Iniciativas pernambucanas ajudam a desenvolver linguagem e interação de diagnosticados no Transtorno do Espectro Autista e marcam o Dia Mundial da Conscientização do Autismo, 2 de abril
Por Alice de Souza

As luzes acesas e a fala programada do boneco prendem a atenção do pequeno Emerson Henrique, 6 anos. Vidrado nas reações mecânicas do objeto laranja e branco, o menino se aproxima e toca a peça, como quem faz um carinho. A reação surpreende a mãe, a dona de casa Vanessa Santana, 26. Emerson é autista e tem síndrome de down, diagnóstico que interfere em seus comportamentos sociais. Tem interação com outros colegas de classe bem restrita, mas está abrindo uma forma diferente de diálogo com o amigo mecânico. A robótica nas salas de aula das escolas públicas do Recife vai além dos programas competitivos – está sendo utilizada para o desenvolvimento cognitivo de estudantes diagnosticados dentro do Transtornos do Espectro Autista (TEA).

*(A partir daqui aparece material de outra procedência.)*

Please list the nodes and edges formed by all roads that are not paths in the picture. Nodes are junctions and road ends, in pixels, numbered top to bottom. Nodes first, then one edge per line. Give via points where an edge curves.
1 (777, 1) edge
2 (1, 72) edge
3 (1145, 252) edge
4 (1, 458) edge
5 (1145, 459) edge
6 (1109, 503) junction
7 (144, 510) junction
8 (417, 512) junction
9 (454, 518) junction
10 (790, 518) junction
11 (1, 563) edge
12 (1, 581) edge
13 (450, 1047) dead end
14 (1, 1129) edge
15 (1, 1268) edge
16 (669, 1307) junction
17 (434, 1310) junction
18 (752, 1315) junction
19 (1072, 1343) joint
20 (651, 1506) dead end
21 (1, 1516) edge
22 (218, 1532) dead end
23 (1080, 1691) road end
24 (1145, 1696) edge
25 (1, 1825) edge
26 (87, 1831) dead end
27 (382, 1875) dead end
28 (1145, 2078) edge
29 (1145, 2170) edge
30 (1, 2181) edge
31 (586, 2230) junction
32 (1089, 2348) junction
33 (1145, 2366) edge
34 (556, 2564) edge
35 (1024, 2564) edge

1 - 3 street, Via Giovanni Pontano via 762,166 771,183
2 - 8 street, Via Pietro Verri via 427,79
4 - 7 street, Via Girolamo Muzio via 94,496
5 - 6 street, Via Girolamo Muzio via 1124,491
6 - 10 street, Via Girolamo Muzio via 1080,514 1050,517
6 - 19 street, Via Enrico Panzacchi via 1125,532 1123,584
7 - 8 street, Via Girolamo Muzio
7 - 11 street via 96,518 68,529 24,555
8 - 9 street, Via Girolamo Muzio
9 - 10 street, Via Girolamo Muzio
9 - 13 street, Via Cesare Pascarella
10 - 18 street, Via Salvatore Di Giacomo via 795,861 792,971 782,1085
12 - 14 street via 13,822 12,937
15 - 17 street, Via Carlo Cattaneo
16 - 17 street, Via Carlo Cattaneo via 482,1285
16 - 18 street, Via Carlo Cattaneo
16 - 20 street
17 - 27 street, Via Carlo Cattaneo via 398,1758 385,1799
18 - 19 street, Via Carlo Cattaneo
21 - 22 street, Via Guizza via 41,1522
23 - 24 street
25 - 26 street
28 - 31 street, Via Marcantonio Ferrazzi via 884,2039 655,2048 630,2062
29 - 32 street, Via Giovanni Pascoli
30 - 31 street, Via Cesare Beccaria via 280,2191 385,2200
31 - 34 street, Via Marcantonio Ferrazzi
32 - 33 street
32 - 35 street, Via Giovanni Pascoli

Recife recebe primeira sessão adaptada para crianças com deficiência

A rede municipal de ensino do Recife tem 276 alunos com autismo, de 5 a até 15 anos. Eles são menos de 1% de um total de 87 mil estudantes, mas são incorporados às aulas regulares como um desafio educacional diário. Desde abril de 2015, robôs do tipo humanoide estão sendo utilizados para estimular a comunicação e a concentração dessas crianças. São 30 equipamentos, preparados para interagir com elas e fazer a ponte com o conteúdo dado em sala de aula. “Eles são programados para trabalhar a lateralidade, a tentativa de diálogo, partes do corpo humanos, vocabulário através de música e a interação”, explicou a coordenadora de Robótica, Fernanda Barreto.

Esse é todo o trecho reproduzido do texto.